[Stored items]
= = =

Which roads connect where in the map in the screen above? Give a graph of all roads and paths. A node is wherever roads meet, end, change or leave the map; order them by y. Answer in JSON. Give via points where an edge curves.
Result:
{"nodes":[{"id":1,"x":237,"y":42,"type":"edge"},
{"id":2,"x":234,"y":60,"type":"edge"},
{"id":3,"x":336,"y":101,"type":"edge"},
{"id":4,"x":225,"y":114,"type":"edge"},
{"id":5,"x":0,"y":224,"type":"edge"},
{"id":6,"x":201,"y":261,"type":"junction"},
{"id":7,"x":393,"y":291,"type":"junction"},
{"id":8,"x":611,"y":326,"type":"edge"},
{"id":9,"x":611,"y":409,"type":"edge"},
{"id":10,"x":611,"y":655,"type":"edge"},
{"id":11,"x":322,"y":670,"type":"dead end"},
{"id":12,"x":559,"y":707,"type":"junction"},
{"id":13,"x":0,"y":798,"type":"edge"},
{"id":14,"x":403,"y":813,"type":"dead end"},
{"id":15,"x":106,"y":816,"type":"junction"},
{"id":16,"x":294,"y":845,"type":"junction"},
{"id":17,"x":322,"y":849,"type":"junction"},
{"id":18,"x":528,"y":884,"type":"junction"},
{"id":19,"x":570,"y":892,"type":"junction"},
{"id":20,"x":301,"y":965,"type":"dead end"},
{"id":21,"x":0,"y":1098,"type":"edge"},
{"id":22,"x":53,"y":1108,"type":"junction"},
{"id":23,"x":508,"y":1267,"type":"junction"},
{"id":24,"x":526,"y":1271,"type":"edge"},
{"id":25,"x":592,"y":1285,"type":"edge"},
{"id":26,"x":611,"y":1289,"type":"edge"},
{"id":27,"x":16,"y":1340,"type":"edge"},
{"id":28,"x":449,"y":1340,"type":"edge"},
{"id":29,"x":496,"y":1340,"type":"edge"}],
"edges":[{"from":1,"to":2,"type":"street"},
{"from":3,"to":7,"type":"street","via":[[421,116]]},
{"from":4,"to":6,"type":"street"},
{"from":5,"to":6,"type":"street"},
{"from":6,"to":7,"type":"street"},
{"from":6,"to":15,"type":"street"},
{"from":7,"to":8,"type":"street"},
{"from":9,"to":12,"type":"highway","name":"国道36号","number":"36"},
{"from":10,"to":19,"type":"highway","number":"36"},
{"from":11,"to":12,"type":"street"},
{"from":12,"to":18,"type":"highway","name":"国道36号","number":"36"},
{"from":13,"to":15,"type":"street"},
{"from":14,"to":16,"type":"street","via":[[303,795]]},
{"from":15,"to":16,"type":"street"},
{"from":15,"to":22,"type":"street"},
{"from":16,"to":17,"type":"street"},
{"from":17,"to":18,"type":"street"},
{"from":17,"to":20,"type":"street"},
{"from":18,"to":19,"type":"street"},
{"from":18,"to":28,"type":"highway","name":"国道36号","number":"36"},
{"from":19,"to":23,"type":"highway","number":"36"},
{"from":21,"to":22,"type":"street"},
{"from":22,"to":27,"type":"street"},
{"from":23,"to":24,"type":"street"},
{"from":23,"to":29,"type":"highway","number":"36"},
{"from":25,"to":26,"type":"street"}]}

= = =

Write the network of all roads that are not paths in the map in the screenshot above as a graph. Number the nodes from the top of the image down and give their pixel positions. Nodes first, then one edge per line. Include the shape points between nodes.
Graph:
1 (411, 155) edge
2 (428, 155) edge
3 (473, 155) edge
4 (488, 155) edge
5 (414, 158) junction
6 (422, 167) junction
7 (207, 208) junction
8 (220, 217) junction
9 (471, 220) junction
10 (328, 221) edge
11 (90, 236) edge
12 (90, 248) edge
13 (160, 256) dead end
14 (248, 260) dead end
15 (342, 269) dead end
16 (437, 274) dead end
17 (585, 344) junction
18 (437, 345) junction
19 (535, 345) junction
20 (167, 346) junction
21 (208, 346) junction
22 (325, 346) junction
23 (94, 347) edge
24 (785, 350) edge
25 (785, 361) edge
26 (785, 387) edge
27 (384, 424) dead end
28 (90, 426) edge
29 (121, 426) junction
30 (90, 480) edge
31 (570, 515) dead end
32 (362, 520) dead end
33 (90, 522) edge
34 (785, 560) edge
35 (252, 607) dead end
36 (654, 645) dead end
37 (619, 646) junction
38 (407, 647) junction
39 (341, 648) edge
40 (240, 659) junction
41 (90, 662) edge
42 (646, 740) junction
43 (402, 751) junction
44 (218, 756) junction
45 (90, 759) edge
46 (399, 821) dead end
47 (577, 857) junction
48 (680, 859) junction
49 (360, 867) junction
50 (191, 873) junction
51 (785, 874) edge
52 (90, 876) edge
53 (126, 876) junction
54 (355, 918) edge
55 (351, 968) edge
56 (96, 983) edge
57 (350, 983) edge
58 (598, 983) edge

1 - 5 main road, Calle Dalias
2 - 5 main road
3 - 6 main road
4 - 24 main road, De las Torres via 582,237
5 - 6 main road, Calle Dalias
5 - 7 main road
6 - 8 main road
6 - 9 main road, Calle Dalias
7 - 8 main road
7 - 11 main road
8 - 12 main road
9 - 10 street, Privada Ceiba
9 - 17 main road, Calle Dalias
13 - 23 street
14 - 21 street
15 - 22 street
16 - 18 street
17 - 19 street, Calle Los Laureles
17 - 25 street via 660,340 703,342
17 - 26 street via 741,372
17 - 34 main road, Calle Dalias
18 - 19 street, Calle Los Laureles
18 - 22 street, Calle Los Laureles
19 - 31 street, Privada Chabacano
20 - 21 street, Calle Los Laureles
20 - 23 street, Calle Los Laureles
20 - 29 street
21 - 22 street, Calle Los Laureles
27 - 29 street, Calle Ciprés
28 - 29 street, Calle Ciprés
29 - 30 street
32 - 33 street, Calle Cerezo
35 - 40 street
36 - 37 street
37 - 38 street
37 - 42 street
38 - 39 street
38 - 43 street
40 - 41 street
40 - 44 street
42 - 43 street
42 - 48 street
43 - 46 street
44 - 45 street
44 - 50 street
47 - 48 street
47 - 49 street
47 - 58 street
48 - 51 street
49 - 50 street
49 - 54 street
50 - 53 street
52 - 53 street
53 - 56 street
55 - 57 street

= = =

### WORK TO BE COMPLETED
Show each line of the data that contains the string "name".

### RESULT FOR THIS EXERCISE
{"from":9,"to":12,"type":"highway","name":"国道36号","number":"36"},
{"from":12,"to":18,"type":"highway","name":"国道36号","number":"36"},
{"from":18,"to":28,"type":"highway","name":"国道36号","number":"36"},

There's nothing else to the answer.